Spironolacton

 

(= S.) [engl. spironolactone], [PHA], Aldosteron-Antagonist, therap. Einsatz bei Krankheiten, bei denen vermehrte Mengen biol. aktiven Aldosterons zu einer Störung des Wasserhaushalts geführt haben (Conn-Syndrom, Hyperaldosteronismus). Auch Hinweise auf prophylaktische Wirkungen bei Manie. S. hat jedoch auch extrarenale Wirkungen, so antiandrogene Effekte (Antiandrogene). Beim prämenstruellen Syndrom scheint das Befinden pos. beeinflusst zu werden.

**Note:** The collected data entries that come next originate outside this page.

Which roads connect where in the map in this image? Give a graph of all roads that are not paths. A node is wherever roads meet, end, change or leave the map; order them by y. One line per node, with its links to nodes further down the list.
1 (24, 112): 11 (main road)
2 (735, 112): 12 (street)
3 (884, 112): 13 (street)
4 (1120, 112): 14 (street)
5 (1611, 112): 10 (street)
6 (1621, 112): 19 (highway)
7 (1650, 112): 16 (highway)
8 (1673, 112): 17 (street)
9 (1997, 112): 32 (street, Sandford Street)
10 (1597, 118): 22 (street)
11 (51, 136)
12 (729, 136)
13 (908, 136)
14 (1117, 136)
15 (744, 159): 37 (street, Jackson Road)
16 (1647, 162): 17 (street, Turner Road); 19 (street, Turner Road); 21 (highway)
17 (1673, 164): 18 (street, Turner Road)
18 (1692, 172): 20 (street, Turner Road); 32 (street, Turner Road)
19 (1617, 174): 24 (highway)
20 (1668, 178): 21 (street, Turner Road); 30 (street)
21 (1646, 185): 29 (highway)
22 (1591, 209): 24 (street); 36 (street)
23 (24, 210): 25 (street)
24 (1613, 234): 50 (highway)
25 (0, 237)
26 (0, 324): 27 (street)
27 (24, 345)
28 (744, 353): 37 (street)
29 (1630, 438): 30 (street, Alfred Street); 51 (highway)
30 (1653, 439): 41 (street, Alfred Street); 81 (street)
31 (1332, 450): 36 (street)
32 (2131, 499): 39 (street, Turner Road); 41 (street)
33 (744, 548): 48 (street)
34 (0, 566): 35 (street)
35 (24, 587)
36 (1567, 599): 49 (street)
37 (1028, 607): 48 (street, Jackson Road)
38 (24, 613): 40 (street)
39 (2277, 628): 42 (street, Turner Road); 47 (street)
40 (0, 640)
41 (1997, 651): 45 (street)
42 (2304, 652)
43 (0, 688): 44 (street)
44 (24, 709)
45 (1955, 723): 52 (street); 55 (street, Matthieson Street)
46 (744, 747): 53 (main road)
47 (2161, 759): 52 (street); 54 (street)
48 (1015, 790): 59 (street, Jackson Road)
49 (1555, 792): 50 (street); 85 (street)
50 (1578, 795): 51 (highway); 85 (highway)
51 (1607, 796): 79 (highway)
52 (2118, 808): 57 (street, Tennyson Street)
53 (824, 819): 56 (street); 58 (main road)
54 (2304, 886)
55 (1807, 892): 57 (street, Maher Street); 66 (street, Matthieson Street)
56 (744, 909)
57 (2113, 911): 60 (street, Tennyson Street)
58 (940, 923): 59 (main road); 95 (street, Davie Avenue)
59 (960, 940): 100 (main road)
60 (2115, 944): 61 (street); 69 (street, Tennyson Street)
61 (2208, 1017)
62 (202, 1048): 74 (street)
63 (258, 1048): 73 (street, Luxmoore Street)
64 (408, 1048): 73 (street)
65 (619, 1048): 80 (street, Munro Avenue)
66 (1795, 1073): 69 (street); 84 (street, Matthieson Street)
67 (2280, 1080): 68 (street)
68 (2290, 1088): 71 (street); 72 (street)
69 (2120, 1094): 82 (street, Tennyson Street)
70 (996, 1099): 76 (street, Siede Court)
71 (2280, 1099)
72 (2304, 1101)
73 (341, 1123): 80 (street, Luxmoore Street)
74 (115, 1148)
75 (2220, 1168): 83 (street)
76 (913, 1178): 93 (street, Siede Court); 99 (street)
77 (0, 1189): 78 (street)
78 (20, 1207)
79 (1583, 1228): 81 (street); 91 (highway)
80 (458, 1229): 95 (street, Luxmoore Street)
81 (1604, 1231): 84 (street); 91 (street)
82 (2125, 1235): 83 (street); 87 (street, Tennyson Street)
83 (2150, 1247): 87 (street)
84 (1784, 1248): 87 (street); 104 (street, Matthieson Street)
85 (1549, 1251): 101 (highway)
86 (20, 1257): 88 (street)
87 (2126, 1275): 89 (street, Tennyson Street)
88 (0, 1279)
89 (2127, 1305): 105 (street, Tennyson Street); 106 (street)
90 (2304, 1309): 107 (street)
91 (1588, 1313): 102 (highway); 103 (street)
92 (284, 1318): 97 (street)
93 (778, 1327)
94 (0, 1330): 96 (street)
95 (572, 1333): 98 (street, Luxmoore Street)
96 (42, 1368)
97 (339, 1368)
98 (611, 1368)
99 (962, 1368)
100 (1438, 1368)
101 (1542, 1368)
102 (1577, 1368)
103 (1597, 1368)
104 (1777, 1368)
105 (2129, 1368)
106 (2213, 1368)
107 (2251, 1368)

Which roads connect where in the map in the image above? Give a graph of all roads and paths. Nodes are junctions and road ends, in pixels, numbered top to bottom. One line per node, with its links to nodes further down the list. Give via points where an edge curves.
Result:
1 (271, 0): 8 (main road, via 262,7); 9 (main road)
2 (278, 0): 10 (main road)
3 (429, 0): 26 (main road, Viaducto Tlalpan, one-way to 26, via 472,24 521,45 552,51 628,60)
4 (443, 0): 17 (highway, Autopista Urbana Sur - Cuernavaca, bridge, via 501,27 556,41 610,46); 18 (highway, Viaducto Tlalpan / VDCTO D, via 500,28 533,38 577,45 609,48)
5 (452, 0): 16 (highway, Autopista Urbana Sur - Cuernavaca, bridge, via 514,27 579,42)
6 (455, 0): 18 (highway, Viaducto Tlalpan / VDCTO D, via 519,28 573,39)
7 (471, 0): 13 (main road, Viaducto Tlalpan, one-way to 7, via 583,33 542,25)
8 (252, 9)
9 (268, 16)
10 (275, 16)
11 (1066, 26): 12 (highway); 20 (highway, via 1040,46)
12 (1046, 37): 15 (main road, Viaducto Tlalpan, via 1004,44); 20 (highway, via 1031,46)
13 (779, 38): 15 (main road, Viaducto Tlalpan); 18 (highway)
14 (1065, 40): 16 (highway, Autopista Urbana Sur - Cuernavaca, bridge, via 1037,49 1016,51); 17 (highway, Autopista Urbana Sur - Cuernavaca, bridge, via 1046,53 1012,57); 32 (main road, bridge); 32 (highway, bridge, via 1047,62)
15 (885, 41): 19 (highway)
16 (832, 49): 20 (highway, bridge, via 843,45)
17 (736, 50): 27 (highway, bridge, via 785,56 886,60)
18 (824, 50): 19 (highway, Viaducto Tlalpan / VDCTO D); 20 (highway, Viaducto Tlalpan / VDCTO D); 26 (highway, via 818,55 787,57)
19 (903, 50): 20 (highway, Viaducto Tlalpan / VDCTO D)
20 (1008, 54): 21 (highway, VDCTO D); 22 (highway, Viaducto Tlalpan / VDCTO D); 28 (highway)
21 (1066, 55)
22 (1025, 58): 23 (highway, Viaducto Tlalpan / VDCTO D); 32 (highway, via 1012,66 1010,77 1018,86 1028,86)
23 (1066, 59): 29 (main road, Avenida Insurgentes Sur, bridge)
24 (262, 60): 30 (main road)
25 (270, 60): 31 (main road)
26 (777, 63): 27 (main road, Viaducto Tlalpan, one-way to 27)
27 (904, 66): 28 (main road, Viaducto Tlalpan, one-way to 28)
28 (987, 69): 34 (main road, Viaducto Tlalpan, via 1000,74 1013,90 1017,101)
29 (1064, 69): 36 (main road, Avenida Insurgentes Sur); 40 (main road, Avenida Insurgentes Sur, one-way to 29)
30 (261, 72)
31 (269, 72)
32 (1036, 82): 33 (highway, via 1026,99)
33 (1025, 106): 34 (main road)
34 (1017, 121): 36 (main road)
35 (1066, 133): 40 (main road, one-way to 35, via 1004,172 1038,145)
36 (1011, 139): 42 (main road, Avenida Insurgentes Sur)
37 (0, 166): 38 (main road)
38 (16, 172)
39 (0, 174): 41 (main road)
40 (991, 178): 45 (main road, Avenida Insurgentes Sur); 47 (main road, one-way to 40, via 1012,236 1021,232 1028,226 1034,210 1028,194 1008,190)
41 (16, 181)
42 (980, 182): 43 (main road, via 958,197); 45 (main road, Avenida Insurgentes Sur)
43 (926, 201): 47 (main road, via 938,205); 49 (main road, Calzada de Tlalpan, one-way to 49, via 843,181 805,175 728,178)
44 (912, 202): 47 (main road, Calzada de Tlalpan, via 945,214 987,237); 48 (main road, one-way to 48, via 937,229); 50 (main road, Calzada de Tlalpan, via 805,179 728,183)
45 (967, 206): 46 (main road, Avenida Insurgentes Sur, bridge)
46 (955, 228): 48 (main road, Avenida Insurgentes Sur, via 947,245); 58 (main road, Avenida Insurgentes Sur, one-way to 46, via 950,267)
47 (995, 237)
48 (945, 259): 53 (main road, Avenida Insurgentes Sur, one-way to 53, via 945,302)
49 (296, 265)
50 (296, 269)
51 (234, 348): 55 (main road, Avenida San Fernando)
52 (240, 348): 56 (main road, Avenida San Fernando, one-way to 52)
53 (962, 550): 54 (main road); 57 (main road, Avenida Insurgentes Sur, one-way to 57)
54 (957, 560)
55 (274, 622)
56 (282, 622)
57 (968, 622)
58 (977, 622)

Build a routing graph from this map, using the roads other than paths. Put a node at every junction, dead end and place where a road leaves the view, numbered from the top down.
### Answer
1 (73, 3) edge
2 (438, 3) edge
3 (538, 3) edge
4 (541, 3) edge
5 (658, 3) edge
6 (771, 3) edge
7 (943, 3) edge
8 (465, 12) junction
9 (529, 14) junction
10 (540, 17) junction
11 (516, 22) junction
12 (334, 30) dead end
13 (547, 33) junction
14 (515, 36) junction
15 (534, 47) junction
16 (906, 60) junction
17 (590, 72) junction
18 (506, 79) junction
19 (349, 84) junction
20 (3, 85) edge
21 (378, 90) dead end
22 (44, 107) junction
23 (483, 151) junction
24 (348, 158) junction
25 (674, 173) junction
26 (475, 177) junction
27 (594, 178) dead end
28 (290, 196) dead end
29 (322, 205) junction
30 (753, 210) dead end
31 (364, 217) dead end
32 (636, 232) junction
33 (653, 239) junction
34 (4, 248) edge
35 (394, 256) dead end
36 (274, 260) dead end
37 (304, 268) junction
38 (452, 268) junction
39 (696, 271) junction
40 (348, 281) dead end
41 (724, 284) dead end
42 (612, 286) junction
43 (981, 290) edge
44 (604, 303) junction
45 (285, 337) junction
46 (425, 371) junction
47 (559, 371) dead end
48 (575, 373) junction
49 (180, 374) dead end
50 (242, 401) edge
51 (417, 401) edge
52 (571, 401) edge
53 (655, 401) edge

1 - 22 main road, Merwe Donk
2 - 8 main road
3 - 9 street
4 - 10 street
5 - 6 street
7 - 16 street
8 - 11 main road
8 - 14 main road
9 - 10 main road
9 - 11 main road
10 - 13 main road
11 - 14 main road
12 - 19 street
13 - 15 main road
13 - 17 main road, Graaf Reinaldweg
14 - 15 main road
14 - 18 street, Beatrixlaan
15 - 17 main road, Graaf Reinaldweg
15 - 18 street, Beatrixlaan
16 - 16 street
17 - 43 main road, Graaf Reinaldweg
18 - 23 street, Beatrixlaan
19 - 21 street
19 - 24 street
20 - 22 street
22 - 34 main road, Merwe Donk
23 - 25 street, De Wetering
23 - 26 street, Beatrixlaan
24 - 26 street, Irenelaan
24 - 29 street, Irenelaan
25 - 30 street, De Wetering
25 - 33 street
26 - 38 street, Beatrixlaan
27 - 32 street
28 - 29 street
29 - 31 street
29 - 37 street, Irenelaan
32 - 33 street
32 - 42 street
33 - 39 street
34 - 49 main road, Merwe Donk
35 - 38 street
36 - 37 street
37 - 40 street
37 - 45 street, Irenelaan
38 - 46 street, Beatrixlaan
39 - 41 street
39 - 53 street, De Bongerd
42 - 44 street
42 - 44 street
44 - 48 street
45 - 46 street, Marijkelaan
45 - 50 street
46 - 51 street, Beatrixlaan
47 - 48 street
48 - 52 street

S. hat zentralnervöse Angriffspunkte, die hippocampalen Mineralokortikoid-Rezeptoren, zu denen es eine hohe Affinität besitzt. Tieruntersuchungen liefern Hinweise auf die psych. Wirkungen, wozu v. a. anxiolytische Effekte gehören. Durch Scopolamin induzierte kogn. Dysfunktionen konnten mit S. reduziert werden. In Humanuntersuchungen rief S. EEG-Veränderungen und eine Beeinflussung der Schlafstruktur hervor. Der Wirkmechanismus für die psych. Wirkungen wurde noch nicht aufgeklärt.